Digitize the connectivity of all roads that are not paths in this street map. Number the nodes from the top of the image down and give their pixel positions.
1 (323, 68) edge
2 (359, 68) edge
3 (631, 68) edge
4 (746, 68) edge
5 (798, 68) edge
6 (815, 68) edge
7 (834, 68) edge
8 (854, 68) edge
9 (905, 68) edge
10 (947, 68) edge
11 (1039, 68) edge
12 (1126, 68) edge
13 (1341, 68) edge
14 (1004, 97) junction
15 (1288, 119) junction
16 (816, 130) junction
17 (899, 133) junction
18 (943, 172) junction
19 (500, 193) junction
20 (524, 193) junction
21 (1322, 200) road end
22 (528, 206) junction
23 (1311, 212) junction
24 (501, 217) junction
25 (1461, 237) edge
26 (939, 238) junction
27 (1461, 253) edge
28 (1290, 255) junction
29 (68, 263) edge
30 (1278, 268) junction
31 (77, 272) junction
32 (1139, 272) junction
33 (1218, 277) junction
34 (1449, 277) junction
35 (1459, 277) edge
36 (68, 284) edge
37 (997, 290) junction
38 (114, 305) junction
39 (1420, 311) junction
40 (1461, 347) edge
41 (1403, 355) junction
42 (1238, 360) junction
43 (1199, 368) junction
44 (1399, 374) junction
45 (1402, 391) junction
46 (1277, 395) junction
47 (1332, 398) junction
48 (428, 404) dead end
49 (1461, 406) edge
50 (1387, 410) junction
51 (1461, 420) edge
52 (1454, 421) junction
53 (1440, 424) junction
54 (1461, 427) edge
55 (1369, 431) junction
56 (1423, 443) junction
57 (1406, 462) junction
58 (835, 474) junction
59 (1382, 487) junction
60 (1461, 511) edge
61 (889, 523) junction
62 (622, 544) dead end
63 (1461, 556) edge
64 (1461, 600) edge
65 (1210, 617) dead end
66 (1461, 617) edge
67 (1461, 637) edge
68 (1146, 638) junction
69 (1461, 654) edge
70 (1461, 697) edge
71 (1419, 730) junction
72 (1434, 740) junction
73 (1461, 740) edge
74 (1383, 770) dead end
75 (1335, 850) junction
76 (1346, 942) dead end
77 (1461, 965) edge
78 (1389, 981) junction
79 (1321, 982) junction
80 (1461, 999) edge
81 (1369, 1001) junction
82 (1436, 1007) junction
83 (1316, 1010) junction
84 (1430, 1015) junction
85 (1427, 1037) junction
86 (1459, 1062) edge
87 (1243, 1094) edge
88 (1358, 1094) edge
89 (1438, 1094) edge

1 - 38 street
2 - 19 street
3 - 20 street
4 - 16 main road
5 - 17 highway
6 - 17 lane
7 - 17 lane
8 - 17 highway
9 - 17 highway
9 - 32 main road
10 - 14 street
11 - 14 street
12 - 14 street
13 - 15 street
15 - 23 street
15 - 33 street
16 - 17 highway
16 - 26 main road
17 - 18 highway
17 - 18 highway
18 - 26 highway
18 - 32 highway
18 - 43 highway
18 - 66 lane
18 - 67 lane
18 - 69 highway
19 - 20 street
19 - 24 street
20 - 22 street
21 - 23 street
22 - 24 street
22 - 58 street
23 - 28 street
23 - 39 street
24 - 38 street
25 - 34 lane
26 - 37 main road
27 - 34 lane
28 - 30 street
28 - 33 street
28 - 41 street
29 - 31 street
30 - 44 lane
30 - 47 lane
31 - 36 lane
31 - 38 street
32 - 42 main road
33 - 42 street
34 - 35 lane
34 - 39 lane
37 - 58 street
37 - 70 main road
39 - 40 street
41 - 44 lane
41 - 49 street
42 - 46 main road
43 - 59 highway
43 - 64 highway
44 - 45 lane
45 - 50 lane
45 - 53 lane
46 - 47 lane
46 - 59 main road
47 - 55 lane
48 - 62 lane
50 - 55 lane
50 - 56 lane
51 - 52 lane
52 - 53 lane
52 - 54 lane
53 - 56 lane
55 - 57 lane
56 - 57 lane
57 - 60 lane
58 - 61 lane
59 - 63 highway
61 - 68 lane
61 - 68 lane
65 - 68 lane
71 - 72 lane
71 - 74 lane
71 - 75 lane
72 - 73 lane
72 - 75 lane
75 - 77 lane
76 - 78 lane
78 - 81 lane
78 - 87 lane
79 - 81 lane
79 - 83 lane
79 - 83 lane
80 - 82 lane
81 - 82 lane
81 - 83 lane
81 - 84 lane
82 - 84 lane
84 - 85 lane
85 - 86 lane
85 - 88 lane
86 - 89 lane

### Problem to solve
Would you please repeat all the entries exactly as written?

### Reply
Digitize the connectivity of all roads that are not paths in this street map. Number the nodes from the top of the image down and give their pixel positions.
1 (323, 68) edge
2 (359, 68) edge
3 (631, 68) edge
4 (746, 68) edge
5 (798, 68) edge
6 (815, 68) edge
7 (834, 68) edge
8 (854, 68) edge
9 (905, 68) edge
10 (947, 68) edge
11 (1039, 68) edge
12 (1126, 68) edge
13 (1341, 68) edge
14 (1004, 97) junction
15 (1288, 119) junction
16 (816, 130) junction
17 (899, 133) junction
18 (943, 172) junction
19 (500, 193) junction
20 (524, 193) junction
21 (1322, 200) road end
22 (528, 206) junction
23 (1311, 212) junction
24 (501, 217) junction
25 (1461, 237) edge
26 (939, 238) junction
27 (1461, 253) edge
28 (1290, 255) junction
29 (68, 263) edge
30 (1278, 268) junction
31 (77, 272) junction
32 (1139, 272) junction
33 (1218, 277) junction
34 (1449, 277) junction
35 (1459, 277) edge
36 (68, 284) edge
37 (997, 290) junction
38 (114, 305) junction
39 (1420, 311) junction
40 (1461, 347) edge
41 (1403, 355) junction
42 (1238, 360) junction
43 (1199, 368) junction
44 (1399, 374) junction
45 (1402, 391) junction
46 (1277, 395) junction
47 (1332, 398) junction
48 (428, 404) dead end
49 (1461, 406) edge
50 (1387, 410) junction
51 (1461, 420) edge
52 (1454, 421) junction
53 (1440, 424) junction
54 (1461, 427) edge
55 (1369, 431) junction
56 (1423, 443) junction
57 (1406, 462) junction
58 (835, 474) junction
59 (1382, 487) junction
60 (1461, 511) edge
61 (889, 523) junction
62 (622, 544) dead end
63 (1461, 556) edge
64 (1461, 600) edge
65 (1210, 617) dead end
66 (1461, 617) edge
67 (1461, 637) edge
68 (1146, 638) junction
69 (1461, 654) edge
70 (1461, 697) edge
71 (1419, 730) junction
72 (1434, 740) junction
73 (1461, 740) edge
74 (1383, 770) dead end
75 (1335, 850) junction
76 (1346, 942) dead end
77 (1461, 965) edge
78 (1389, 981) junction
79 (1321, 982) junction
80 (1461, 999) edge
81 (1369, 1001) junction
82 (1436, 1007) junction
83 (1316, 1010) junction
84 (1430, 1015) junction
85 (1427, 1037) junction
86 (1459, 1062) edge
87 (1243, 1094) edge
88 (1358, 1094) edge
89 (1438, 1094) edge

1 - 38 street
2 - 19 street
3 - 20 street
4 - 16 main road
5 - 17 highway
6 - 17 lane
7 - 17 lane
8 - 17 highway
9 - 17 highway
9 - 32 main road
10 - 14 street
11 - 14 street
12 - 14 street
13 - 15 street
15 - 23 street
15 - 33 street
16 - 17 highway
16 - 26 main road
17 - 18 highway
17 - 18 highway
18 - 26 highway
18 - 32 highway
18 - 43 highway
18 - 66 lane
18 - 67 lane
18 - 69 highway
19 - 20 street
19 - 24 street
20 - 22 street
21 - 23 street
22 - 24 street
22 - 58 street
23 - 28 street
23 - 39 street
24 - 38 street
25 - 34 lane
26 - 37 main road
27 - 34 lane
28 - 30 street
28 - 33 street
28 - 41 street
29 - 31 street
30 - 44 lane
30 - 47 lane
31 - 36 lane
31 - 38 street
32 - 42 main road
33 - 42 street
34 - 35 lane
34 - 39 lane
37 - 58 street
37 - 70 main road
39 - 40 street
41 - 44 lane
41 - 49 street
42 - 46 main road
43 - 59 highway
43 - 64 highway
44 - 45 lane
45 - 50 lane
45 - 53 lane
46 - 47 lane
46 - 59 main road
47 - 55 lane
48 - 62 lane
50 - 55 lane
50 - 56 lane
51 - 52 lane
52 - 53 lane
52 - 54 lane
53 - 56 lane
55 - 57 lane
56 - 57 lane
57 - 60 lane
58 - 61 lane
59 - 63 highway
61 - 68 lane
61 - 68 lane
65 - 68 lane
71 - 72 lane
71 - 74 lane
71 - 75 lane
72 - 73 lane
72 - 75 lane
75 - 77 lane
76 - 78 lane
78 - 81 lane
78 - 87 lane
79 - 81 lane
79 - 83 lane
79 - 83 lane
80 - 82 lane
81 - 82 lane
81 - 83 lane
81 - 84 lane
82 - 84 lane
84 - 85 lane
85 - 86 lane
85 - 88 lane
86 - 89 lane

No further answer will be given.